The articles constitute an excellent collection of qualitative pieces focusing on the application of mindfulness practice. The second article, “What does mindfulness really mean? A canonical perspective,” by Bhikkhu Bodhi, gives a systematic explanation of the meaning and function of mindfulness meditation from the Pali Canon. He says, “Mindfulness is the chief factor in the practice of satipatthana, the known system of Buddhist meditation. In descriptions of satipatthana two terms constantly recur: mindfulness (sati) and clear comprehension (sampajanna). An understanding of these terms based in the canonical texts is important not only from a philological angle but also because such understanding has major bearings on the actual practice of meditation” (p. 19)It is noteworthy that from Bhikkhu Bodhi’s article we can glean an understanding of the original concept of mindfulness and the nature of the experiential practice which leads to insight. This unique perspective from a monastic provides a good balance to the overwhelmingly secular concerns of modern mindfulness practice today.

While mindfulness is originally an Asian religious concept, since the 1970s it has gradually been adopted by Western psychology as a powerful systematic practice in therapeutic intervention, and has been dramatically transformed into a modern “medicine.” It was perhaps inevitable, therefore, that both mindfulness and other related practices from Buddhism would be newly applied in areas like modern education and business leadership.

Williams and Kabat-Zinn mention in their article how mindfulness was transmitted from the Buddhist era to modern times: “Indeed, given the zeitgeist of the late 1970s, the probability that Buddhist meditation practices and perspectives would become integrated into the mainstream of science and medicine and the wider society to the extent that they already have at this juncture, and in so many different ways that are now perceived as potentially useful and important to investigate, seemed at the time to be somewhat lower than the likelihood that the cosmic expansion of the universe should all of a sudden some to a halt and begin falling back in on itself in a reverse big-bang . . . in other words, infinitesimal” (p. 3). However, it should be noted that contemporary mindfulness training is often taught in clinical and modern university settings as an isolated practice, lacking the holistic spiritual context which supports the development of genuine mindfulness training as taught by the Buddha.
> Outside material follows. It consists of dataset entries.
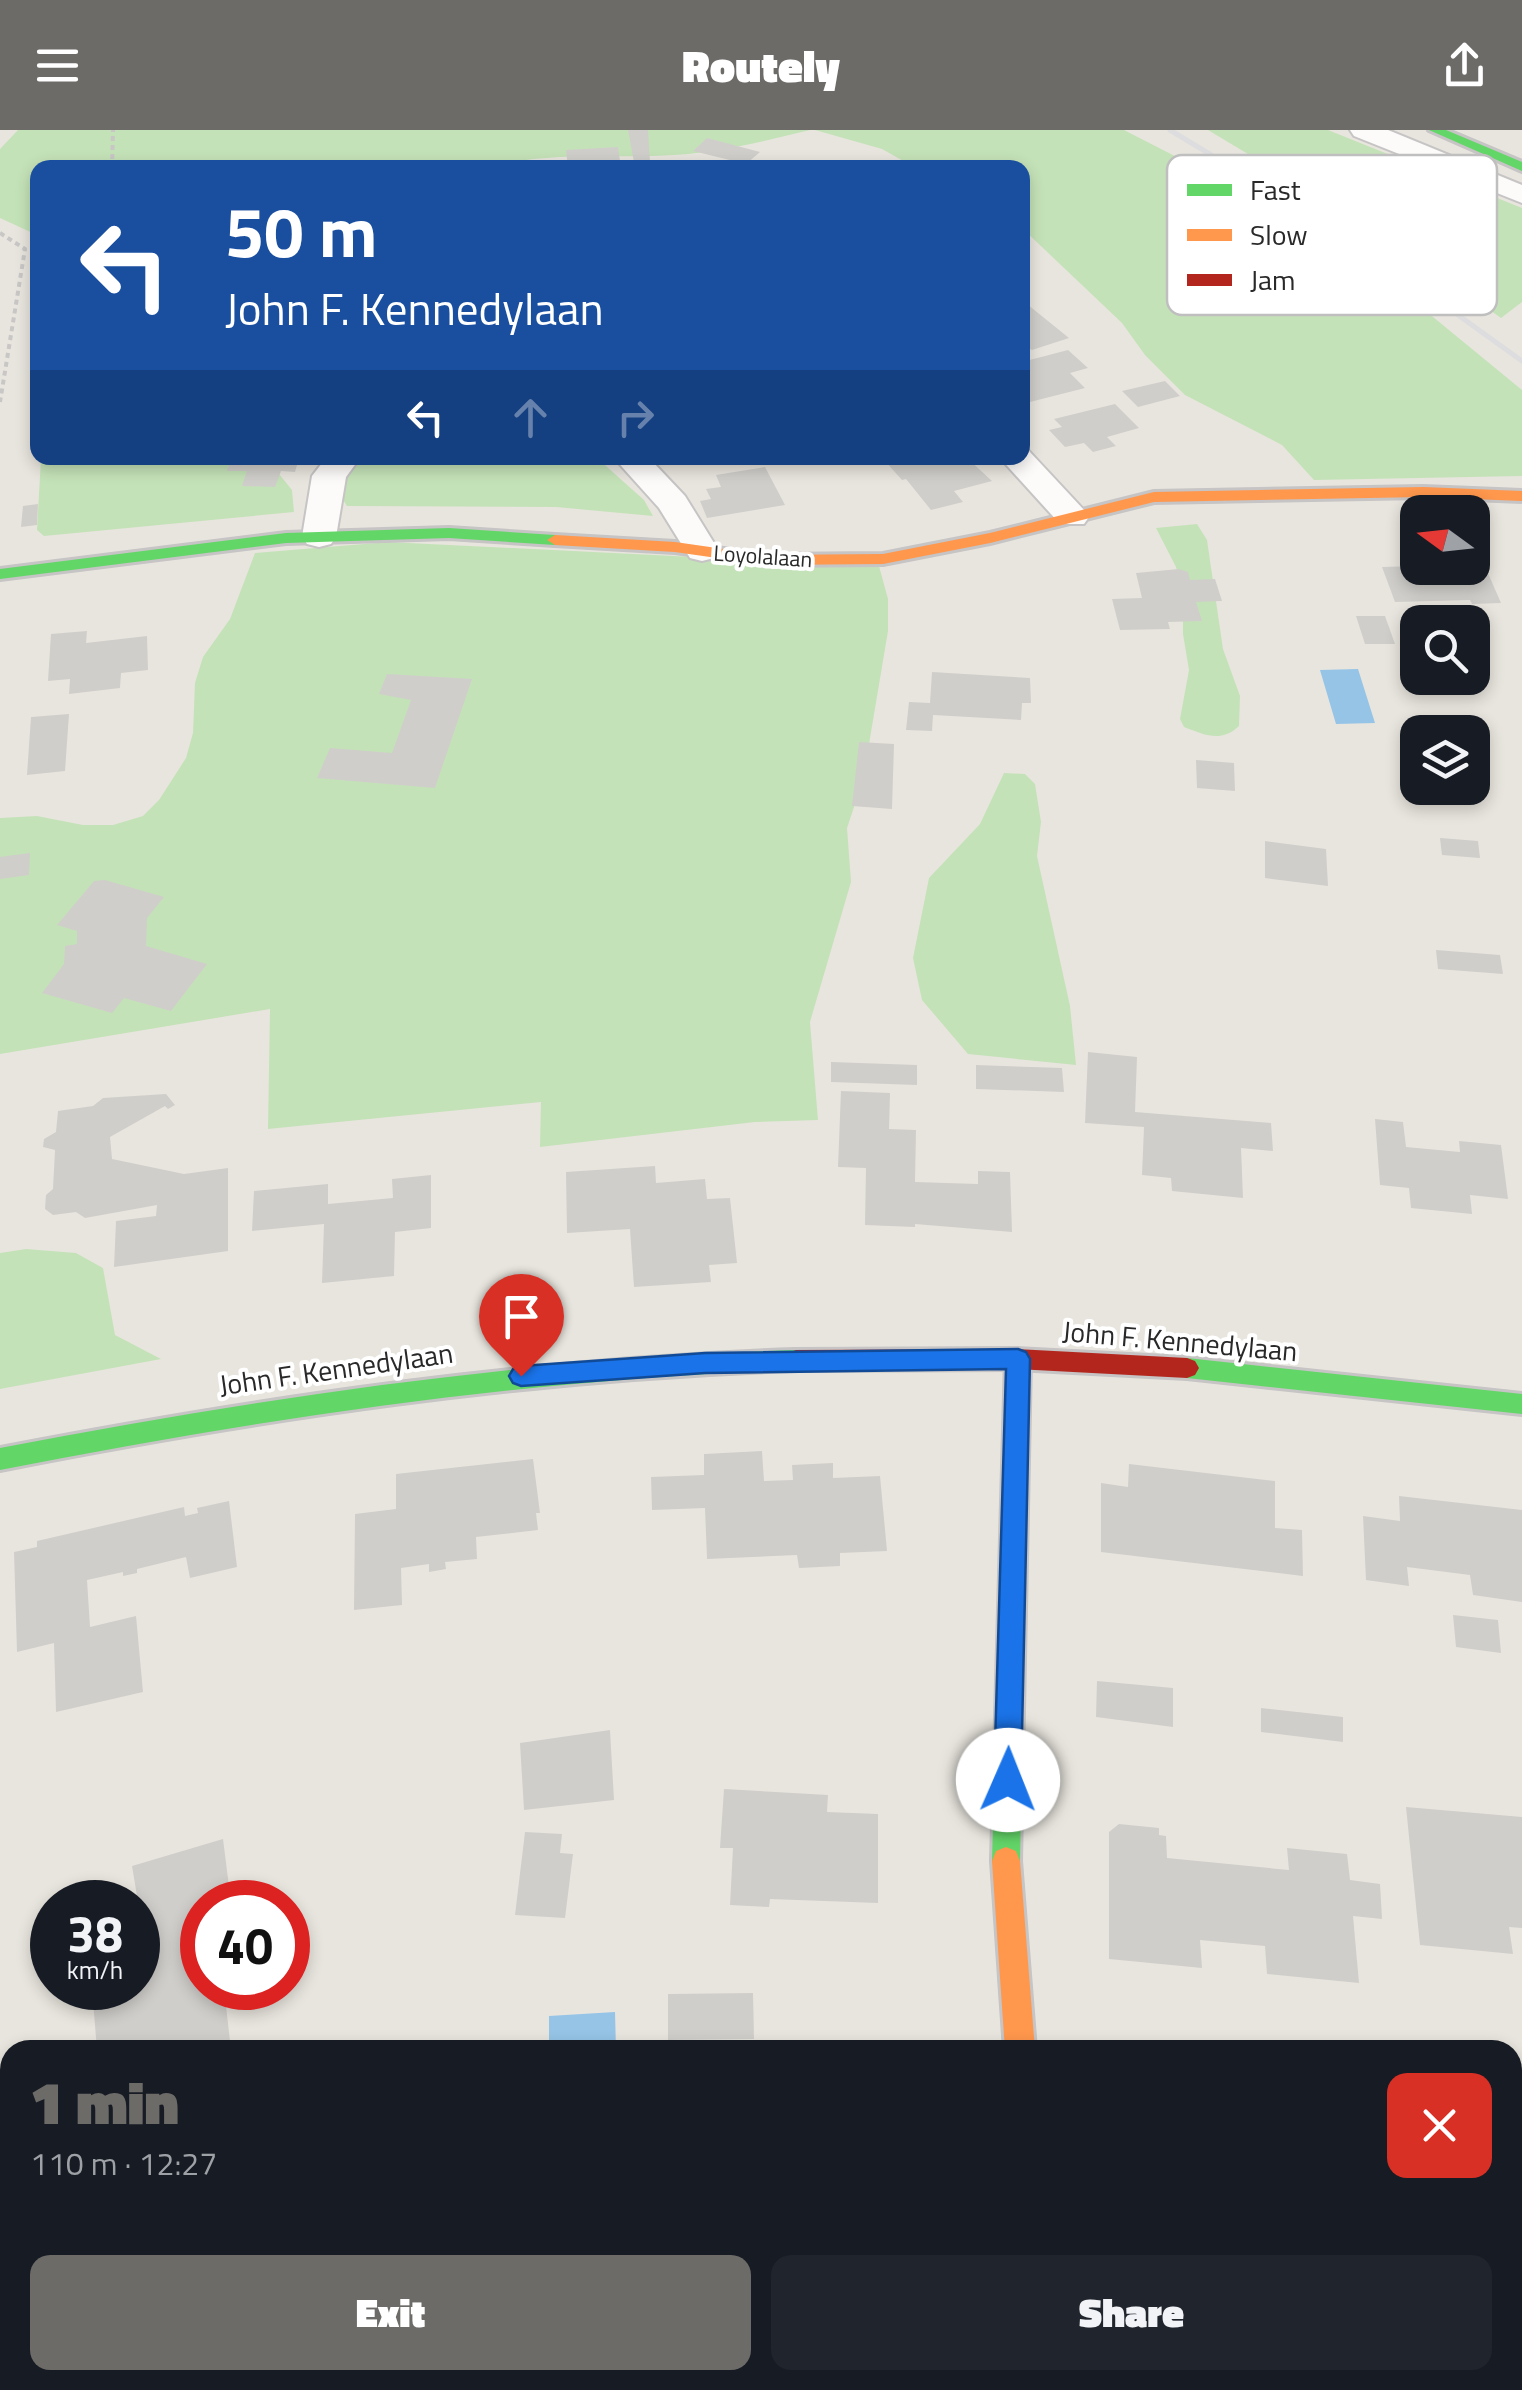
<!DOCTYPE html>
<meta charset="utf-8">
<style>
body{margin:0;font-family:"Titillium Web",sans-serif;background:#20242c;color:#f1f3f6;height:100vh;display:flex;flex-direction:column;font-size:38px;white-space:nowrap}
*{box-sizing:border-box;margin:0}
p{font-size:32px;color:#9ea1a6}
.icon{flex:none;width:55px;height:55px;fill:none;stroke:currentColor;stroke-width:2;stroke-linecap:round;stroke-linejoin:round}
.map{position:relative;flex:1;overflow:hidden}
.drawer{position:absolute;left:0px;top:1910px;width:1522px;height:350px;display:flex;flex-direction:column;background:#171b24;border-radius:30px 30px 0 0;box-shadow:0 5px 15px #0003}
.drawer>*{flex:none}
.hud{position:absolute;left:30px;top:30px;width:1000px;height:305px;border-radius:20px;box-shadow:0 5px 15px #0003;background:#1a4fa0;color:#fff;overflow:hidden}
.needle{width:65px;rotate:285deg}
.fabs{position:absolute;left:1400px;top:365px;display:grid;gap:20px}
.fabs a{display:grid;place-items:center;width:90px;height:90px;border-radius:20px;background:#171b24;box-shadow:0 5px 15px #0003;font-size:50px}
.speed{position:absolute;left:30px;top:1750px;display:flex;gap:20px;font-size:50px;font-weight:700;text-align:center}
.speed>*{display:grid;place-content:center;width:130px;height:130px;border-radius:50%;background:#171b24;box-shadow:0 5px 15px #0003;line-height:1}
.speed small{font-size:25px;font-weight:400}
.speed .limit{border:15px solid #d22;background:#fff;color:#111}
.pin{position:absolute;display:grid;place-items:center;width:85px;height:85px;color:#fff;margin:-102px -42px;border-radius:50% 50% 50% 0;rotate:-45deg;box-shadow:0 0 10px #0007}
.pin .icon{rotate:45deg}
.me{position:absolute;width:110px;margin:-55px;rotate:1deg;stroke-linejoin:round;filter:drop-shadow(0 0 8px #0008)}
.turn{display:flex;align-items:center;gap:35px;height:210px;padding:0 30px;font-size:45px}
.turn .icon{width:130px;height:130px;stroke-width:2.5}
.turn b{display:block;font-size:70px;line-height:85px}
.lanes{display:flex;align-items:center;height:95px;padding:0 30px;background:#0003;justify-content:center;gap:50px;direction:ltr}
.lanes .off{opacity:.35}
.round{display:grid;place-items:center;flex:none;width:105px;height:105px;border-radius:20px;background:#20242c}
.headline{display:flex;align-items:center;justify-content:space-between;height:170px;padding:0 30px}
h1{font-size:60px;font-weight:800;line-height:75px;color:#6c6b68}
.action{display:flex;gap:20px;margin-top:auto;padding:20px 30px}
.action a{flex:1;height:115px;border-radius:20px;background:#6c6b68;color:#fff;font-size:40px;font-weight:800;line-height:115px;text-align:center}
.action a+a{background:#20242c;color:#f1f3f6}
header{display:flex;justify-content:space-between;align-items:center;height:130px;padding:0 30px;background:#6c6b68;color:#fff;font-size:45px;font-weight:800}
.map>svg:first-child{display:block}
</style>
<header><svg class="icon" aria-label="menu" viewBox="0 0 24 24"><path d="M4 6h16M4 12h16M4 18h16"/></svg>Routely<svg class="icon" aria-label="share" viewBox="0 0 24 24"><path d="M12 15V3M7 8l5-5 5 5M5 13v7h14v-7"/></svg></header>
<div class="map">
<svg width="1522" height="2260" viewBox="0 0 1522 2260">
<rect width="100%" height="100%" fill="#e8e5de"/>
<path fill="#c4e2b8" d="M18 0H810C765 11 721 22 674 25 614 29 549 21 491 37L38 38 37 105 0 88V19Z
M815 0H1124L1206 42 1309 102 1427 182 1522 260V346L1314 350 1282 315 1185 265 1145 225 1122 193 1023 99 1022 38 914 37 882 19Z
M1208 0H1328L1522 78V172L1501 188 1399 115Z
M41 328H165L166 333 226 330 275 339 292 360 294 382 44 406 37 400Z
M357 328H597L644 370 653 386 556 377 347 376 338 362Z
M1197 394 1207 410 1223 519 1240 566 1239 596C1221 613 1205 605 1184 597L1180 589 1189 540 1183 504V469L1176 437 1156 398Z
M388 412 879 436 888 469V501L863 650 847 698 851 752 810 892 818 990 755 992 540 1017 541 972 268 999 270 879 0 924V688L37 686 83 695H113L143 686 159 670 186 628 193 603 195 553 203 527 230 489 255 423Z
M1004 643 1025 644 1035 654 1041 692 1037 726 1070 876 1076 935 968 924 922 870 913 828 929 748 980 694Z
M26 1119 76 1123 103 1138 115 1205 161 1229 0 1259V1123Z"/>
<path fill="#95c4e6" d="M1358 539 1375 593 1336 594 1320 540Z
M615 1882 616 1920H549V1886Z"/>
<path fill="#d0ceca" d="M628 0H648L650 31 634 32Z
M707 8 760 22 746 34 693 21Z
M618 17 621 38H568L566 20Z
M1022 170 1069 208 1032 220 1022 214Z
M1068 220 1088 238 1070 243 1085 258 1022 274V232Z
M1165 251 1180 266 1138 277 1122 261Z
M1115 274 1139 298 1107 307 1116 316 1093 322 1084 313 1065 317 1049 300 1062 297 1054 289Z
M232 328H299L295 342 281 341 275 357 242 356 247 341H227Z
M887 328H967L992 351 954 361 963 372 931 380 906 349 902 350 885 331Z
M765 337 785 375 707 388 700 371 711 369 706 359 721 357 716 345Z
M38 374 37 395 21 397 23 376Z
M1484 434 1501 473 1472 474 1470 470 1395 472 1382 437Z
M1179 439 1188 442 1190 450 1215 449 1222 471 1196 472 1202 491 1168 492 1170 499 1120 500 1112 469 1142 468 1136 443Z
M1356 486H1385L1395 514H1365Z
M87 501 86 513 147 506 148 540 121 543 120 558 69 564 70 549 48 551 51 504Z
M932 542 1030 548 1031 573H1022L1021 590 933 585 932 601 906 600 909 572 930 573Z
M387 544 472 549 435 658 317 648 330 618 392 623 411 570 379 564Z
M69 584 65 641 27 645 31 587Z
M859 612 894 614 892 679 852 676Z
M1196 630 1234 633 1235 661 1197 658Z
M1440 708 1478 711 1480 728 1442 725Z
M1265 711 1326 719 1328 756 1265 748Z
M30 723 29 745 0 749V727Z
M105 750 164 767 147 788 146 816 207 834 171 881 124 868 112 883 42 863 64 834 65 816 77 814V801L57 795 94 751Z
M1436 820 1500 825 1503 844 1438 839Z
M1088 922 1137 927 1135 982 1271 993 1273 1021 1241 1018 1243 1068 1172 1061 1171 1048 1142 1045 1144 997 1085 993Z
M831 932 917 935V955L831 952Z
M976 935 1062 938 1064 962 976 959Z
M841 961 890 963 889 999 916 1000 915 1052 978 1054V1041L1010 1042 1012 1102 915 1094V1097L865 1095 866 1038 838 1037Z
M166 964 175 975 168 979 165 976 110 1007 112 1029 184 1044 228 1038V1121L114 1137 116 1091 156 1086 157 1075 85 1088 76 1082 53 1085 45 1079 46 1065 53 1059 55 1020 43 1017 44 1009 56 1002 58 981 93 976 103 968Z
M1375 989 1403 992 1406 1017 1460 1022 1459 1011 1501 1015 1508 1069 1470 1065 1472 1084 1411 1078 1409 1058 1380 1055Z
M655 1036 656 1053 705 1049 707 1069 730 1068 737 1133 709 1135 711 1152 634 1157 630 1099 567 1103 566 1042Z
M431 1045V1098L395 1102 394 1146 322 1153 324 1094 252 1101 254 1061 328 1054V1074L393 1068 392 1049Z
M762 1321 764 1351 793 1350 792 1335 833 1333V1348L880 1346 887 1421 840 1423V1436L799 1438 797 1425 707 1429 705 1378 652 1380 651 1347 704 1345V1324Z
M533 1329 540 1383H536L538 1400 476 1407 477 1429 445 1432 446 1439 429 1442V1434L401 1438 402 1475 354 1480 355 1384 396 1379V1344Z
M1129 1334 1275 1351V1398L1302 1400 1303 1446 1101 1422V1353L1128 1357Z
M1399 1366 1522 1380V1472L1473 1465 1470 1445 1407 1437 1409 1456 1366 1450 1363 1386 1400 1391Z
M229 1371 237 1437 190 1448 186 1427 137 1439V1443L123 1446V1442L87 1450 90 1497 136 1486 143 1562 56 1582 54 1513 17 1522 14 1422 37 1417V1411L184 1377 185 1386 198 1383 197 1378Z
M1453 1485 1498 1490 1501 1523 1456 1517Z
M1097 1551 1173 1558V1597L1096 1587Z
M1261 1578 1343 1587V1612L1261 1602Z
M610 1600 614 1670 524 1680 520 1613Z
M724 1659 828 1665 827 1682 878 1684V1773L770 1769 769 1777 730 1775 733 1718H720Z
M1406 1677 1522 1687V1798L1509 1797 1513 1824 1420 1815Z
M1119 1694 1159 1698V1705L1166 1706 1167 1728 1289 1740 1287 1718 1347 1724 1350 1750 1380 1754 1382 1789 1353 1786 1359 1853 1267 1844 1265 1816 1200 1810 1202 1838 1109 1829V1702Z
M525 1702 562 1704 560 1723 573 1724 565 1788 515 1785Z
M223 1709 231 1772H202V1858H224L231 1920H97L92 1858H138V1772L132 1736Z
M753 1863 754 1909 668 1910V1864Z
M1512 2091 1522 2092V2225L1512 2224Z
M75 2250H296L297 2260H76Z
M624 2250H825L826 2260H624Z
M903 2250H914L916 2260H858Z
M1200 2250H1245L1248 2260H1202Z
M1469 2250 1472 2260H1427L1426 2258Z"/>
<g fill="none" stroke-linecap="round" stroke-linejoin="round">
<defs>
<path id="street" d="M1350 0H1388L1522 55V73L1354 6Z
M1022 319 1029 321 1084 380 1089 387 1084 394H1060L1000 328H1022Z
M326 328H360L346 347 336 407 331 414 319 417 307 414 302 407 312 346Z
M614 328H649L685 366 719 421 714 428 702 431 690 428 659 378Z
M1512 1938 1522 1939V2001L1512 2000Z
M1033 2250H1101L1103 2260H1035Z"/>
<path id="fast" d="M1429 0H1446L1522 32V41Z
M449 398 555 405 563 410 555 415 449 408 286 413 0 449V439L286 403Z
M1018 1219 1026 1222 1030 1229 1020 1731 1016 1741 1006 1745 996 1741 992 1731 1006 1229 1010 1222Z
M796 1220 804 1223 808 1230 804 1237 796 1240C527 1249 264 1288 0 1340V1318C264 1267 527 1229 796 1220Z
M1187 1228 1522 1264V1284L1187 1248 1179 1245 1175 1238 1179 1231Z"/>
<path id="slow" d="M1423 357 1522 361V371L1423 367 1154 372 990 413 883 434 766 435 675 422 555 415 547 410 555 405 675 412 766 425 883 424 990 403 1154 362Z
M1006 1717 1016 1721 1020 1731 1035 1920H1005L992 1731 996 1721Z"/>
<path id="jam" d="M1016 1219 1187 1228 1195 1231 1199 1238 1195 1245 1187 1248 1016 1239 796 1240 788 1237 784 1230 788 1223 796 1220Z"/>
</defs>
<use href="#street" stroke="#c6c4c4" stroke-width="4"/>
<use href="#fast" stroke="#c6c4c4" stroke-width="6"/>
<use href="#slow" stroke="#c6c4c4" stroke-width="6"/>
<use href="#jam" stroke="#c6c4c4" stroke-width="6"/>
<path stroke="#c8c7c6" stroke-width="4" stroke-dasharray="5 4" stroke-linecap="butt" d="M112 38 113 0
M0 103 25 119 0 272"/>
<use href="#street" fill="#fcfbfa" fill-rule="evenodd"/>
<use href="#fast" fill="#63d668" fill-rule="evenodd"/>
<use href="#slow" fill="#ff974d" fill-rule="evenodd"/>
<use href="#jam" fill="#b3261e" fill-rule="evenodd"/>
<path stroke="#dddcde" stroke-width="5" d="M1170 0 1362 116 1522 231"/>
</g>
<path fill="#1a73e8" stroke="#114b97" stroke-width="2.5" d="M1018 1219 1026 1222 1030 1229 1021 1650 1017 1659 1008 1663 998 1659 994 1650 1006 1239 705 1243 521 1256 513 1253 509 1246 513 1239 521 1236 705 1223Z"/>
<g text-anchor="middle" stroke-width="8" stroke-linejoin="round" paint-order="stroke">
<g font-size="22" fill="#292929" stroke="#fff">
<text transform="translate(763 426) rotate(4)" y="8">Loyolalaan</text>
</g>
<g font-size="28" fill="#292929" stroke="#fff">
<text transform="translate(1180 1211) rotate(5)" y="10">John F. Kennedylaan</text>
<text transform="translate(336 1239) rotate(-8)" y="10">John F. Kennedylaan</text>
</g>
</g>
<rect x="1167" y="25" width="330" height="160" rx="15" fill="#fff" stroke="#bfbfbf" stroke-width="2.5"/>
<rect x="1187" y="54" width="45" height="12" fill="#63d668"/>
<rect x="1187" y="99" width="45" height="12" fill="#ff974d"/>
<rect x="1187" y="144" width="45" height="12" fill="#b3261e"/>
<g font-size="28" fill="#292929">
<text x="1250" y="70">Fast</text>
<text x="1250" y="115">Slow</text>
<text x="1250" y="160">Jam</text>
</g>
</svg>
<div class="fabs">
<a><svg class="needle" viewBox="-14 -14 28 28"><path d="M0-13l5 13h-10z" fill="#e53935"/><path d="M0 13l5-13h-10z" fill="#9ea1a6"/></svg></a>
<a><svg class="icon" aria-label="search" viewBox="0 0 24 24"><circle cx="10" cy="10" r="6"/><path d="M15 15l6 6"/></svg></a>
<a><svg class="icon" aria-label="layers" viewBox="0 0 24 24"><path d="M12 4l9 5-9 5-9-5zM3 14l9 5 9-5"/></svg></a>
</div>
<div class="speed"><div>38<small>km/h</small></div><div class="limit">40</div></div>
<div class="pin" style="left:521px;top:1246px;background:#d93025"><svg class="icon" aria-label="arrive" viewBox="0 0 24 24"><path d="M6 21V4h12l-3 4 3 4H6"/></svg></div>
<svg class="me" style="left:1008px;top:1650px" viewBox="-20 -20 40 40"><circle r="19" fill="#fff"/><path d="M0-13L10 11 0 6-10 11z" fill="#1a73e8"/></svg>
<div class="hud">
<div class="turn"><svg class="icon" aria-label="left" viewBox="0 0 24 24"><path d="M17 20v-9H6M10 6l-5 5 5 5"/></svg><div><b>50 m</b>John F. Kennedylaan</div></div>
<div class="lanes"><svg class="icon" aria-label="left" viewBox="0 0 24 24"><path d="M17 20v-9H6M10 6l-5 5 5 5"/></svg><svg class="icon off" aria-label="ahead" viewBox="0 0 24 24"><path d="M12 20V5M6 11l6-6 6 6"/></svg><svg class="icon off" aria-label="right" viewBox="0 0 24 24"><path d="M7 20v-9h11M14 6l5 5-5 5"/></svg></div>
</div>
<section class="drawer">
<div class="headline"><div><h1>1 min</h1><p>110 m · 12:27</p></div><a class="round" style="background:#d93025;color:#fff"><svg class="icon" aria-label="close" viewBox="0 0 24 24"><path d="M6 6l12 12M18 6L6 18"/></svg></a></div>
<div class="action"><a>Exit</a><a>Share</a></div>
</section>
</div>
There are other excellent articles in this volume, such as “The Buddhist roots of mindfulness training: a practitioner’s view,” by Edel Maex; “Mindfulness and loving-kindness,” by Sharon Salzberg; “Meditation and mindfulness,” by Martine Batchelor; “Mindfulness in higher education,” by Mirabai Bush; and “’Enjoy your death’: leadership lessons forged in the crucible of organizational death and rebirth infused with mindfulness and mastery,” by Saki F. Santorelli, which can all be used both to guide personal practice and in professional applications. While the insights of these mindfulness teachers are very welcome, we should also bear in mind that the contemporary advancement of mainstream mindfulness training could well be detrimental in guiding people to a true understanding of mindfulness as taught by the Buddha.

If psychotherapists and neurologists can draw upon Buddhist mindfulness practice so that people can overcome anxiety and depression, their work will make an immense difference. Although it is already wonderful if modern physicians find that mindfulness helps patients to overcome mental pain and illness, it would be even better if practicing mindfulness meditation and developing loving kindness could really help people find physical and emotional peace.

Mindfulness: Diverse Perspectives on its Meaning, Origins and Applications,  edited by Mark Williams and Jon Kabat-Zinn, was published by Routledge in 2013.